Top of Records for this task

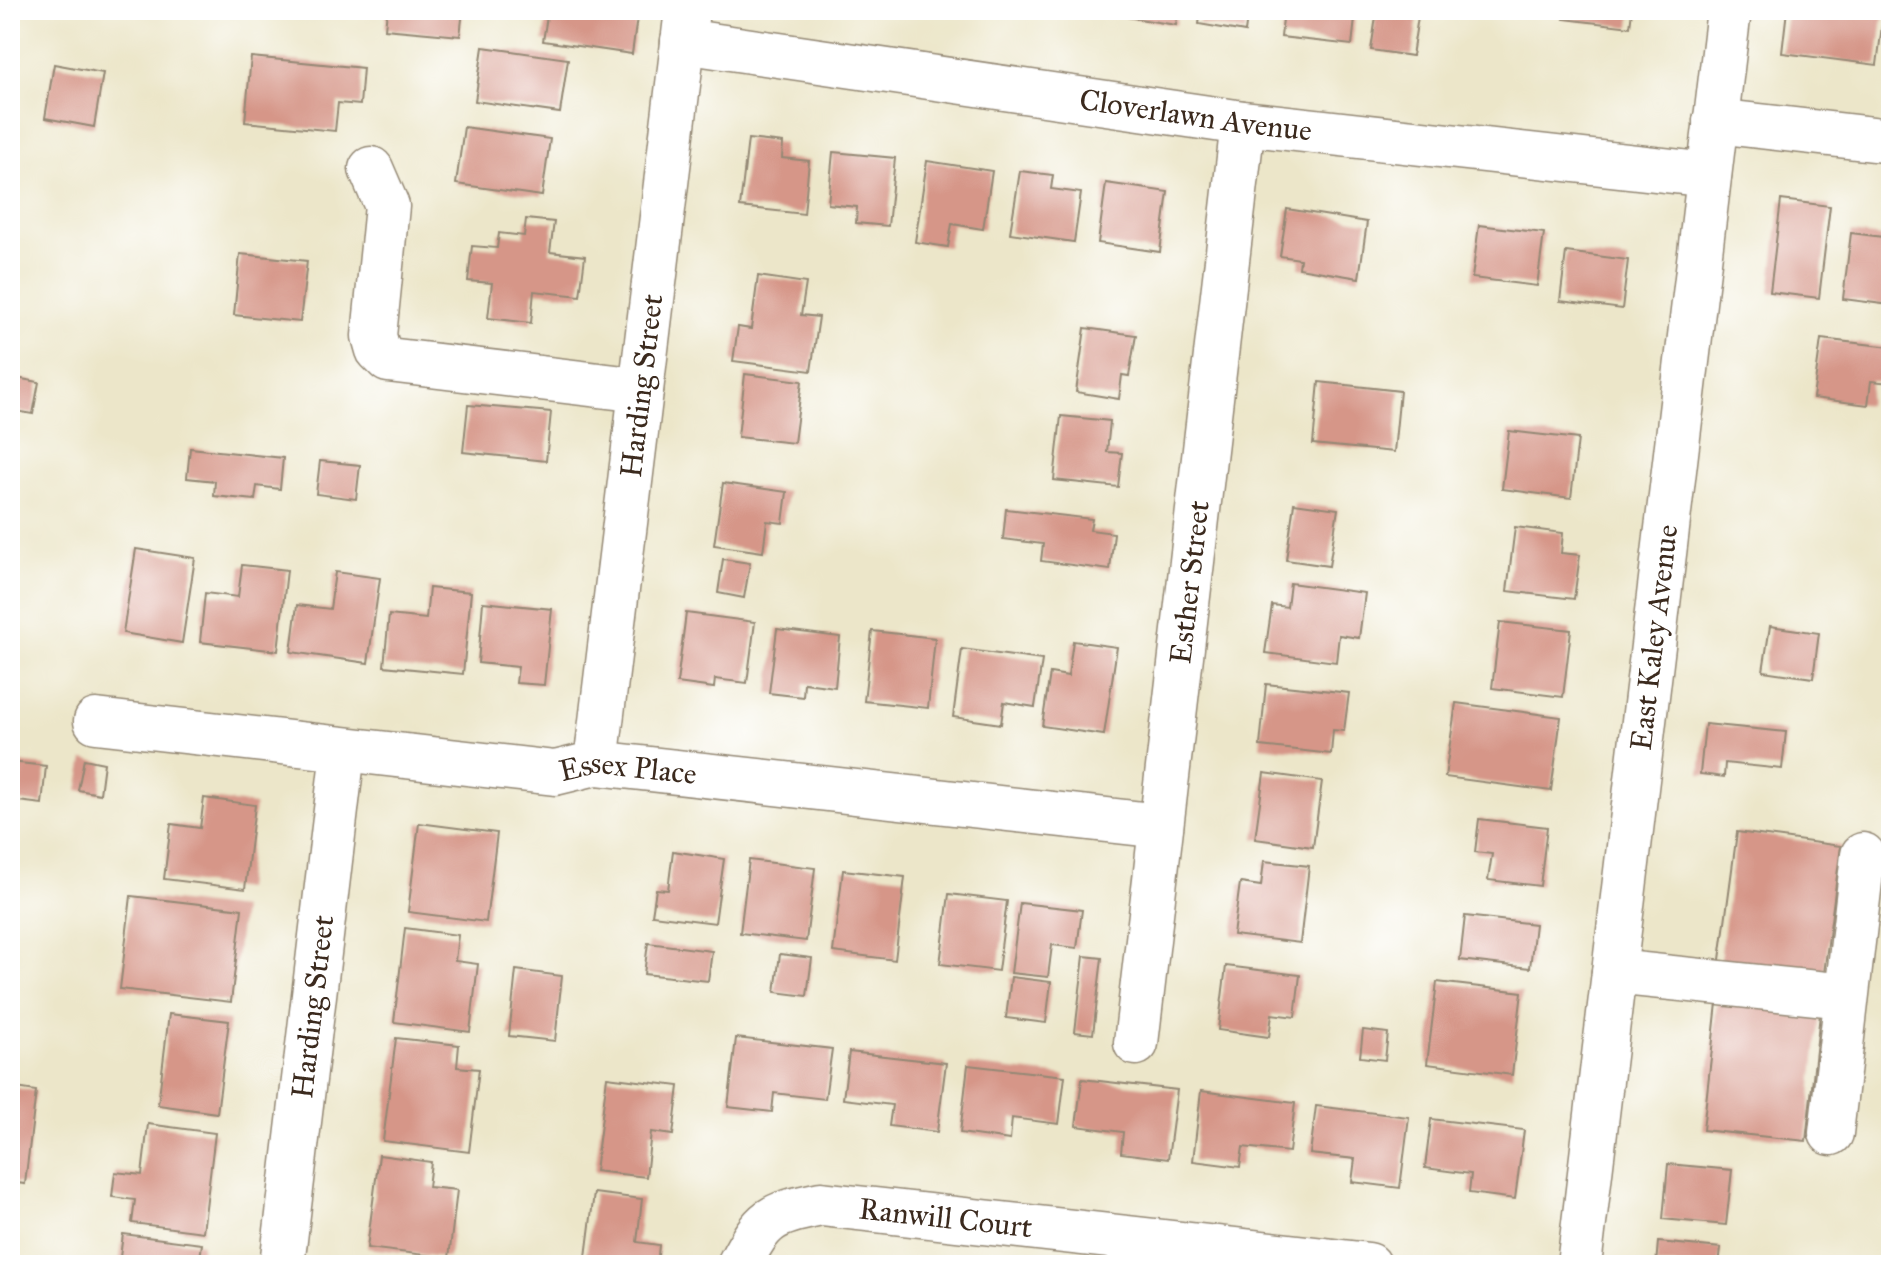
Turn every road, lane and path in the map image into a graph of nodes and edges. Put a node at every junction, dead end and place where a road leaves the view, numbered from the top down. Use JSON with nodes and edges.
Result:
{"nodes":[{"id":1,"x":1729,"y":10,"type":"edge"},
{"id":2,"x":685,"y":26,"type":"edge"},
{"id":3,"x":1715,"y":121,"type":"junction"},
{"id":4,"x":1243,"y":123,"type":"junction"},
{"id":5,"x":1891,"y":141,"type":"edge"},
{"id":6,"x":371,"y":169,"type":"dead end"},
{"id":7,"x":1709,"y":175,"type":"junction"},
{"id":8,"x":641,"y":390,"type":"junction"},
{"id":9,"x":96,"y":721,"type":"dead end"},
{"id":10,"x":343,"y":751,"type":"junction"},
{"id":11,"x":596,"y":763,"type":"junction"},
{"id":12,"x":1161,"y":826,"type":"junction"},
{"id":13,"x":1863,"y":855,"type":"dead end"},
{"id":14,"x":1614,"y":972,"type":"junction"},
{"id":15,"x":1846,"y":996,"type":"junction"},
{"id":16,"x":1136,"y":1043,"type":"dead end"},
{"id":17,"x":1831,"y":1133,"type":"dead end"},
{"id":18,"x":282,"y":1265,"type":"edge"},
{"id":19,"x":739,"y":1265,"type":"edge"},
{"id":20,"x":1369,"y":1265,"type":"edge"},
{"id":21,"x":1579,"y":1265,"type":"edge"}],
"edges":[{"from":1,"to":3,"type":"street","name":"East Kaley Avenue"},
{"from":2,"to":4,"type":"street","name":"Cloverlawn Avenue"},
{"from":2,"to":8,"type":"street","name":"Harding Street"},
{"from":3,"to":5,"type":"street"},
{"from":3,"to":7,"type":"street","name":"East Kaley Avenue"},
{"from":4,"to":7,"type":"street","name":"Cloverlawn Avenue"},
{"from":4,"to":12,"type":"street","name":"Esther Street"},
{"from":6,"to":8,"type":"street"},
{"from":7,"to":14,"type":"street","name":"East Kaley Avenue"},
{"from":8,"to":11,"type":"street","name":"Harding Street"},
{"from":9,"to":10,"type":"street","name":"Essex Place"},
{"from":10,"to":11,"type":"street","name":"Essex Place"},
{"from":10,"to":18,"type":"street","name":"Harding Street"},
{"from":11,"to":12,"type":"street","name":"Essex Place"},
{"from":12,"to":16,"type":"street","name":"Esther Street"},
{"from":13,"to":15,"type":"street"},
{"from":14,"to":15,"type":"street"},
{"from":14,"to":21,"type":"street","name":"East Kaley Avenue"},
{"from":15,"to":17,"type":"street"},
{"from":19,"to":20,"type":"street","name":"Ranwill Court"}]}
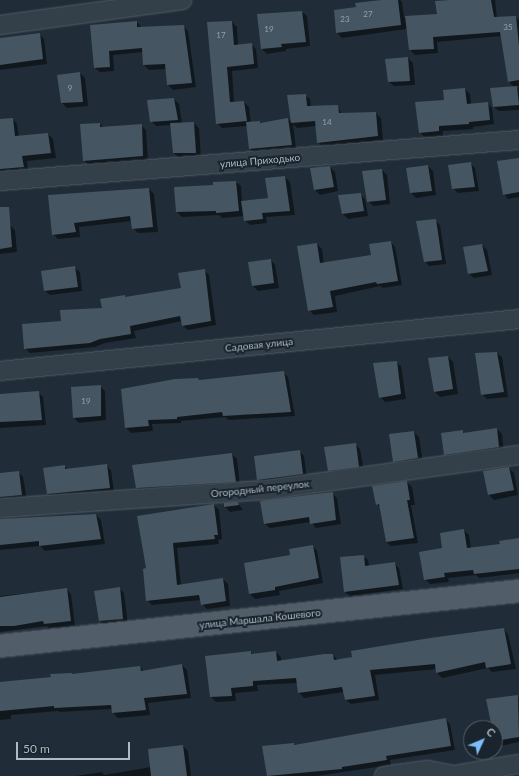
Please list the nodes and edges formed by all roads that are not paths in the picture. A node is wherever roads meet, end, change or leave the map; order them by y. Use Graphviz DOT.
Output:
graph roads {
  1 [pos="182,0"];
  2 [pos="0,25"];
  3 [pos="519,140"];
  4 [pos="0,181"];
  5 [pos="519,318"];
  6 [pos="0,370"];
  7 [pos="519,455"];
  8 [pos="0,508"];
  9 [pos="519,591"];
  10 [pos="0,646"];
  11 [pos="519,764"];
  12 [pos="384,776"];
  13 [pos="454,776"];
  1 -- 2 [label="street"];
  3 -- 4 [label="street, улица Приходько"];
  5 -- 6 [label="street, Садовая улица"];
  7 -- 8 [label="street, Огородный переулок"];
  9 -- 10 [label="main road, улица Маршала Кошевого"];
  11 -- 13 [label="street"];
  12 -- 13 [label="street"];
}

Bottom of Records for this task

* [Work request]:
Your answer should hold only the lines from the one with "Please list the" through the end of the listing above, both ends included, written out exactly.

* [Your response]:
Please list the nodes and edges formed by all roads that are not paths in the picture. A node is wherever roads meet, end, change or leave the map; order them by y. Use Graphviz DOT.
Output:
graph roads {
  1 [pos="182,0"];
  2 [pos="0,25"];
  3 [pos="519,140"];
  4 [pos="0,181"];
  5 [pos="519,318"];
  6 [pos="0,370"];
  7 [pos="519,455"];
  8 [pos="0,508"];
  9 [pos="519,591"];
  10 [pos="0,646"];
  11 [pos="519,764"];
  12 [pos="384,776"];
  13 [pos="454,776"];
  1 -- 2 [label="street"];
  3 -- 4 [label="street, улица Приходько"];
  5 -- 6 [label="street, Садовая улица"];
  7 -- 8 [label="street, Огородный переулок"];
  9 -- 10 [label="main road, улица Маршала Кошевого"];
  11 -- 13 [label="street"];
  12 -- 13 [label="street"];
}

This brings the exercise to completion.